■ **What this task involves**
For each line in the data below that has the word "Rødsøyveien", copy that line.

■ **Records for processing**

—————

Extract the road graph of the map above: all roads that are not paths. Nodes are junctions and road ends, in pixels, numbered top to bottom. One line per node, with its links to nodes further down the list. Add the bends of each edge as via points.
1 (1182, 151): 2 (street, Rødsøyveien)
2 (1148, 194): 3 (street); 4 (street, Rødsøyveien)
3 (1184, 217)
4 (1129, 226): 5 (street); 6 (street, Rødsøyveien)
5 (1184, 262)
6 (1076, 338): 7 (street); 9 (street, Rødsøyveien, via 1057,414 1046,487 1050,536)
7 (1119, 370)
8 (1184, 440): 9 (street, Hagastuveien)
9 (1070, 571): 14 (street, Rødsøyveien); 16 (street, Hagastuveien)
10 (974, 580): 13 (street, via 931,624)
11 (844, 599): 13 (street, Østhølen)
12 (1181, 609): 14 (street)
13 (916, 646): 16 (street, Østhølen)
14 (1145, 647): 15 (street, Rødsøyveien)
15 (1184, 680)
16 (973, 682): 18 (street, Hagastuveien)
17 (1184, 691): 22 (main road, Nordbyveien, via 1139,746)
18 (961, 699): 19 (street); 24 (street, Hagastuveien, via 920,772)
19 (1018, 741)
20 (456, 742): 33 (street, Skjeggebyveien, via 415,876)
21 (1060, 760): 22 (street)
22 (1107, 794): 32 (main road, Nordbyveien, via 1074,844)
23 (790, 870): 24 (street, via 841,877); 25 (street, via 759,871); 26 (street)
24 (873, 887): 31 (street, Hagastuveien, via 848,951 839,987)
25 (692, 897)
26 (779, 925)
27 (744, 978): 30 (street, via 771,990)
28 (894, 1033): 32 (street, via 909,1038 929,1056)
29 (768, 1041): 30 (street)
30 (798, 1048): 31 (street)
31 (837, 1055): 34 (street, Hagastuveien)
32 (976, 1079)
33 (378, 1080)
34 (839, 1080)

—————

■ **Task response**
1 (1182, 151): 2 (street, Rødsøyveien)
2 (1148, 194): 3 (street); 4 (street, Rødsøyveien)
4 (1129, 226): 5 (street); 6 (street, Rødsøyveien)
6 (1076, 338): 7 (street); 9 (street, Rødsøyveien, via 1057,414 1046,487 1050,536)
9 (1070, 571): 14 (street, Rødsøyveien); 16 (street, Hagastuveien)
14 (1145, 647): 15 (street, Rødsøyveien)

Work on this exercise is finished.